Authors recognized and segmented malignant tumors in mammographic images by using multi-stage thresholding and improving the image [19]. Although the proposed algorithm [19] follows from a simple algorithm and it has good diagnostic accuracy. However, its size and computational time are very high due to a large number of fields of the mammographic image that should be processed locally and its problems have been corrected in proposed method in our paper. In fact, more degrees of freedom can be provided for radiologists by using the proposed framework. This degree of freedom is applying Thresholding on the output of clustering algorithms. Since the output of classification is probability, therefore, radiologists can achieve thresholding on this probability output to achieve true positive rate and false positive. This freedom of action is among the positive features of assistance systems. In other words, the radiologist themselves can apply the desired threshold, between the two mentioned rates. As we know, the true positive rate and the false positive rate are in conflict with each other. Authors clustered images by using 14 proposed features and support vector machine, while, and in our proposed method the number of features has decreased [20]. Authors adopted Gabor filter bank and removed distortion before step clustering in mammogram images [21]. However, the sensitivity of the proposed method was 84% .That in our paper; this value was 93% by the choice of convenient features.
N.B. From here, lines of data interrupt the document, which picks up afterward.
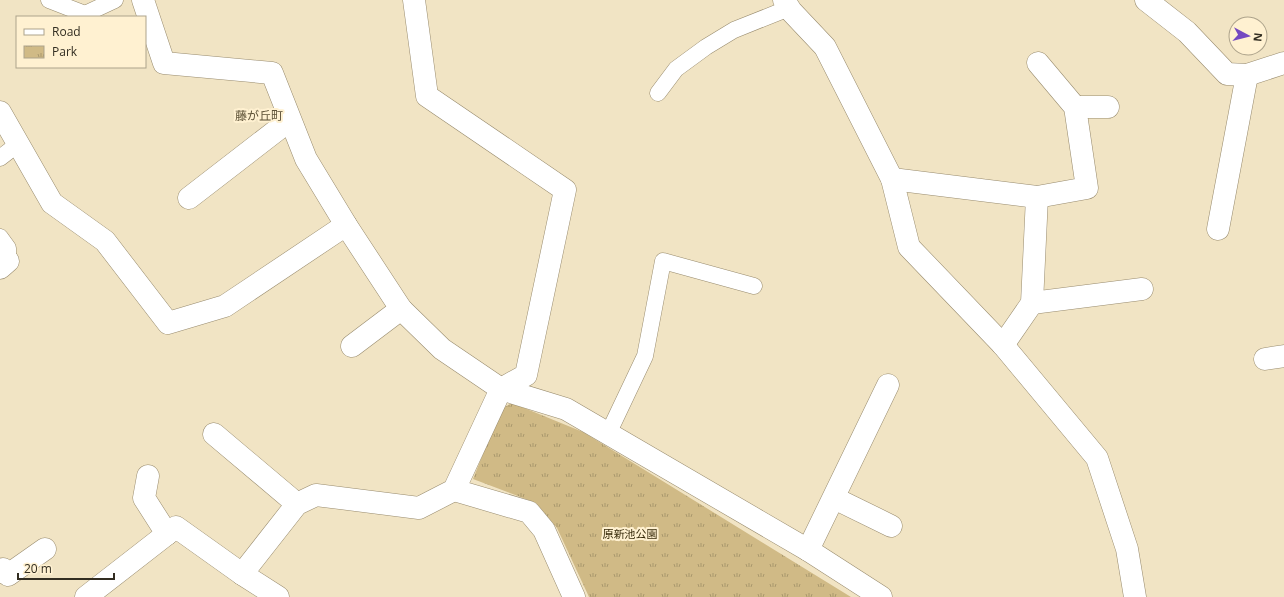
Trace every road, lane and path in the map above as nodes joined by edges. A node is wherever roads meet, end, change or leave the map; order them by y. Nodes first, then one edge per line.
1 (49, 0) edge
2 (115, 0) edge
3 (143, 0) edge
4 (414, 0) edge
5 (1146, 0) edge
6 (787, 4) edge
7 (1038, 63) dead end
8 (1284, 63) edge
9 (1247, 75) junction
10 (658, 93) dead end
11 (1075, 107) junction
12 (1108, 107) dead end
13 (0, 112) edge
14 (290, 120) junction
15 (18, 144) junction
16 (0, 158) edge
17 (892, 179) junction
18 (1038, 197) junction
19 (189, 198) dead end
20 (346, 225) junction
21 (1218, 229) dead end
22 (0, 237) edge
23 (4, 264) edge
24 (754, 286) dead end
25 (1142, 289) dead end
26 (1032, 303) junction
27 (401, 309) junction
28 (1003, 345) junction
29 (352, 346) dead end
30 (888, 385) dead end
31 (501, 389) junction
32 (214, 434) dead end
33 (608, 434) junction
34 (148, 476) dead end
35 (454, 490) junction
36 (834, 498) junction
37 (297, 504) junction
38 (891, 526) dead end
39 (167, 534) junction
40 (45, 549) dead end
41 (808, 550) junction
42 (0, 572) edge
43 (242, 574) junction
44 (86, 597) edge
45 (278, 597) edge
46 (574, 597) edge
47 (881, 597) edge
48 (1135, 597) edge

1 - 2 lane
3 - 14 street
4 - 31 street
5 - 9 street
6 - 10 lane
6 - 17 street
7 - 11 street
8 - 9 street
9 - 21 street
11 - 12 street
11 - 18 street
13 - 15 street
14 - 19 street
14 - 20 street
15 - 16 lane
15 - 20 street
17 - 18 street
17 - 28 street
18 - 26 street
20 - 27 street
22 - 23 lane
24 - 33 lane
25 - 26 street
26 - 28 street
27 - 29 street
27 - 31 street
28 - 48 street
30 - 36 street
31 - 33 street
31 - 35 street
32 - 37 street
33 - 41 street
34 - 39 street
35 - 37 street
35 - 46 street
36 - 38 street
36 - 41 street
37 - 43 street
39 - 43 street
39 - 44 street
40 - 42 street
41 - 47 street
43 - 45 street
In this paper, a computer aided diagnosis system as a second interpreter is proposed for helping radiologists to classify mass type (malignant or benign). This system achieves an area under the curve of 0.94 and 0.93 for mini-MIAS and DDSM databases, respectively. The novelties of the proposed system can be summarized as presenting a new automatic adaptive region growing algorithm to extract boundary of masses, using descriptors based on empirical mode functions, and introducing a new framework for combining classifiers. Limitations in the proposed model include the failure to provide the extracted features for classification that may not become a good and correct answer in some cases on the offered features. This problem may be due to the nature of the mammogram image of the sample. The proposal that can be suggested for future is using deep neural networks to classify the mammographic image as benign and malignant mass. Neural networks are used widely due to the learning capability of hybrid features in all fields of classification. Deep networks are models of developed neural network for learning nonlinear transformation on the data. On the other hand, a fundamental difference between deep network models with neural networks is that in each layer try to preserve their ability to construct data, which is a distinctive character in mammography.